Deganwy (Middle Welsh Degannwy, Brythonic *Decantouion) is a town and electoral ward in Conwy County Borough in Wales with a population of 3,936 (2011). It lies in the Creuddyn Peninsula alongside Llandudno (to the north) and Rhos-on-Sea (to its east). Historically part of Caernarfonshire, the peninsula is in a region of north Wales where as many as 1 in 3 of residents are able to speak Welsh, and is home to some of the most expensive streets in Wales.
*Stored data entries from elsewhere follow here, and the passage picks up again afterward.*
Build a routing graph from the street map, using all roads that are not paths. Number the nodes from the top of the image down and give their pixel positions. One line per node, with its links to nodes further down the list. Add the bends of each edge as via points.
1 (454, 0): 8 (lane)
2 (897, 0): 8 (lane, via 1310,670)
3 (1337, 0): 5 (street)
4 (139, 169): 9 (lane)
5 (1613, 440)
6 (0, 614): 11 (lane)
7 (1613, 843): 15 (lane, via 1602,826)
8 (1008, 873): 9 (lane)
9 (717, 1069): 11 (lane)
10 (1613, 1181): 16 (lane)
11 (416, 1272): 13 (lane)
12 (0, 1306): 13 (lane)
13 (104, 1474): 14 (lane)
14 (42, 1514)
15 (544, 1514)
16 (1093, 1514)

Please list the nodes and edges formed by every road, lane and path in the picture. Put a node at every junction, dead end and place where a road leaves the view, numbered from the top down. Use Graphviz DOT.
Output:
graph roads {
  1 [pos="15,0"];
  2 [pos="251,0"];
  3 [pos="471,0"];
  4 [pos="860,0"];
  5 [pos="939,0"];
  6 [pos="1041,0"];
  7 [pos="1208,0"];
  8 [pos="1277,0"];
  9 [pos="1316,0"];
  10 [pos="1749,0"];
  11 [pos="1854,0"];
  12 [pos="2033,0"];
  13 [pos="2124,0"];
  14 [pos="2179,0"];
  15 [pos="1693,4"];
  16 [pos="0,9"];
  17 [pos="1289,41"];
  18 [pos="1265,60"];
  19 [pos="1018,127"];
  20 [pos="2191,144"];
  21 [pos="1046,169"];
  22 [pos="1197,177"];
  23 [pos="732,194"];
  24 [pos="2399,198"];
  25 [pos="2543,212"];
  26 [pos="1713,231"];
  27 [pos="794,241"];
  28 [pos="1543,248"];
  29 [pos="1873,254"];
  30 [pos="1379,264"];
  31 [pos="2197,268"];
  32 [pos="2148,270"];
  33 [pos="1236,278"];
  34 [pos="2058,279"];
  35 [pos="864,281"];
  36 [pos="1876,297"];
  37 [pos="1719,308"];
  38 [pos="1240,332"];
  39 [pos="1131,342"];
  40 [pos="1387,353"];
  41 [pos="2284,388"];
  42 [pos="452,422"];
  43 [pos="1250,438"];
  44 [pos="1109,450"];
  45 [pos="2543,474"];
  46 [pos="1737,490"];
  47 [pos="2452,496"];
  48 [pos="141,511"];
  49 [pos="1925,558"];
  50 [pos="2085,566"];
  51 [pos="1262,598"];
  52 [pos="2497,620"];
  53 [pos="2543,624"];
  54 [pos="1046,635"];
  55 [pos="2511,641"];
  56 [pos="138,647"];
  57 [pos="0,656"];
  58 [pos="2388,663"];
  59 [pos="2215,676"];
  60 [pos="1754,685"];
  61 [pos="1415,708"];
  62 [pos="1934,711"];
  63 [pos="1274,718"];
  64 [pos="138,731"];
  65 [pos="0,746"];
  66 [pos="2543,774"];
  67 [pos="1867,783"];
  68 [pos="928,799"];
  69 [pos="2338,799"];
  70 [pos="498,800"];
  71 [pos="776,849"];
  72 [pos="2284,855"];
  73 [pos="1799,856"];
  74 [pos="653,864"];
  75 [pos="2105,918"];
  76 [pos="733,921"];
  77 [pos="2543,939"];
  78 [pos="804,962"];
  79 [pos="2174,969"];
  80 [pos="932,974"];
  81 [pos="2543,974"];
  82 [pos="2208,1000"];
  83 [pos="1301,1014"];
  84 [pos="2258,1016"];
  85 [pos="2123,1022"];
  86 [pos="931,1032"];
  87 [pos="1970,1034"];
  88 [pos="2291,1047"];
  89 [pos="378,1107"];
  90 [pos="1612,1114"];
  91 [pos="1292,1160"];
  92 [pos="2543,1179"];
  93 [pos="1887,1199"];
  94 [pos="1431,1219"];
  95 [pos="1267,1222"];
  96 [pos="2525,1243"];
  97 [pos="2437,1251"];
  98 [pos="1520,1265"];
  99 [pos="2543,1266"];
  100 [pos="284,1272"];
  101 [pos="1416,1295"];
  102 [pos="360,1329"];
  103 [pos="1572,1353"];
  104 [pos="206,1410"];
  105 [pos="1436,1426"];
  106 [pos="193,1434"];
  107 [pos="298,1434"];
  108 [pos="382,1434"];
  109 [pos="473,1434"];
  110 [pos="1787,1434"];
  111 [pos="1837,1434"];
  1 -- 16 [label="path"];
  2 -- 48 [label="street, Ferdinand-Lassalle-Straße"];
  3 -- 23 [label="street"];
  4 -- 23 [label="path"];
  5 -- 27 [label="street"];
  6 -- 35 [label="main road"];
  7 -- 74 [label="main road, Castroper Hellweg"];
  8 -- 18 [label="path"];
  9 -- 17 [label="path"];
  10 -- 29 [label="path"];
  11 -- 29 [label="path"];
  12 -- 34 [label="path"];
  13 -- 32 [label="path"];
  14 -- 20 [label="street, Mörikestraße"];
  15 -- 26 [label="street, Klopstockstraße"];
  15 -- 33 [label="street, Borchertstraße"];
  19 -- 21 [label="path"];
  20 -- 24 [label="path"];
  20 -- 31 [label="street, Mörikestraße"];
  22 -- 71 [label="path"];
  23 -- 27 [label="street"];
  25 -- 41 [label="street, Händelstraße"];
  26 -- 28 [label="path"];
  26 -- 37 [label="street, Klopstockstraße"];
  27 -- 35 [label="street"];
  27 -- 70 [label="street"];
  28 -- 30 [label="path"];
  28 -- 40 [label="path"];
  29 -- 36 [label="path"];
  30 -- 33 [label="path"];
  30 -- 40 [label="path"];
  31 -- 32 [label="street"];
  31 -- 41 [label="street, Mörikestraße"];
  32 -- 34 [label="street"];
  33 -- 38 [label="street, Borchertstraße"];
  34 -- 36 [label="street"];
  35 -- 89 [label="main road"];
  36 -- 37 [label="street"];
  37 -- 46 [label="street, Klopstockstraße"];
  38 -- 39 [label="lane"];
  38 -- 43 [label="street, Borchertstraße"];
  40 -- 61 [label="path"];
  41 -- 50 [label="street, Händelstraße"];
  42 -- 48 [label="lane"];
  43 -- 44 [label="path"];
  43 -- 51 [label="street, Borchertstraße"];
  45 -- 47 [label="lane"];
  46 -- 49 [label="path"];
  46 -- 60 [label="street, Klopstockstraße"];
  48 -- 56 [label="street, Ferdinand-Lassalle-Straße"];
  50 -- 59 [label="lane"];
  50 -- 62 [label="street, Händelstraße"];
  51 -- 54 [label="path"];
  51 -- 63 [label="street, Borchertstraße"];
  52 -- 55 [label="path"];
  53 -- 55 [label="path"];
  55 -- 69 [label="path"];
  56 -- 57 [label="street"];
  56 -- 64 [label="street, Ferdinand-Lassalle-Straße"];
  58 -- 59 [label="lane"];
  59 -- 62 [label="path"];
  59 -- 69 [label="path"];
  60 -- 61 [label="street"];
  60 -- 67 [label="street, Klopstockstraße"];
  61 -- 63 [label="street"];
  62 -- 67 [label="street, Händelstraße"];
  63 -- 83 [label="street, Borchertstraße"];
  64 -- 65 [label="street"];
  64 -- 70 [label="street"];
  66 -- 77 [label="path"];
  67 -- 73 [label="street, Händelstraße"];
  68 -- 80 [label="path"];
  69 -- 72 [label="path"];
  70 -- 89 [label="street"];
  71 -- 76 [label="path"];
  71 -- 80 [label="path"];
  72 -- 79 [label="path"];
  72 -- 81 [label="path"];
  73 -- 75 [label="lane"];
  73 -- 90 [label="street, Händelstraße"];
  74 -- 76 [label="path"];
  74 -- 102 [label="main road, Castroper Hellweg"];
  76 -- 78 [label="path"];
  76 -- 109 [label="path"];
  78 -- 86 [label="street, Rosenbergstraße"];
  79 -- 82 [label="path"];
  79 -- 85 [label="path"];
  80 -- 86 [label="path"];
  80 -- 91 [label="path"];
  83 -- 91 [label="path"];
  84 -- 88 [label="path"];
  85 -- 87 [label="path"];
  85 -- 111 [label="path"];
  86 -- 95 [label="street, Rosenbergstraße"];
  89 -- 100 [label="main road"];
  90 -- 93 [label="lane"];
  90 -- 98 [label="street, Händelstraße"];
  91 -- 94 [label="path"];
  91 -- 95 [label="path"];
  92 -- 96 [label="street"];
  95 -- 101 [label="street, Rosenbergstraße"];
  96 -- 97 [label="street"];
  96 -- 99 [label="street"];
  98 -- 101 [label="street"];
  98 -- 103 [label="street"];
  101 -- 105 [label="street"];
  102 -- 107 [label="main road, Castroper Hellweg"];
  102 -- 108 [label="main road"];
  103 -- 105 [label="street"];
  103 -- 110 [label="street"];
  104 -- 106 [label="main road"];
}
Deganwy is located to the east of the town of Conwy (which is on the opposite side of the River Conwy) and with it forms the Conwy community.  The name Deganwy has been interpreted in modern times as Din-Gonwy, which would mean "Fort on the River Conwy", but the historical spellings make it impossible for this to be the actual origin of the name although mentioned in Domesday Book is "the territory of the Decanae tribe". The original wooden castle was rebuilt in stone after 1210. Deganwy is in the ecclesiastical parish of Llanrhos, and has a Victorian era Gothic parish church dedicated to All Saints.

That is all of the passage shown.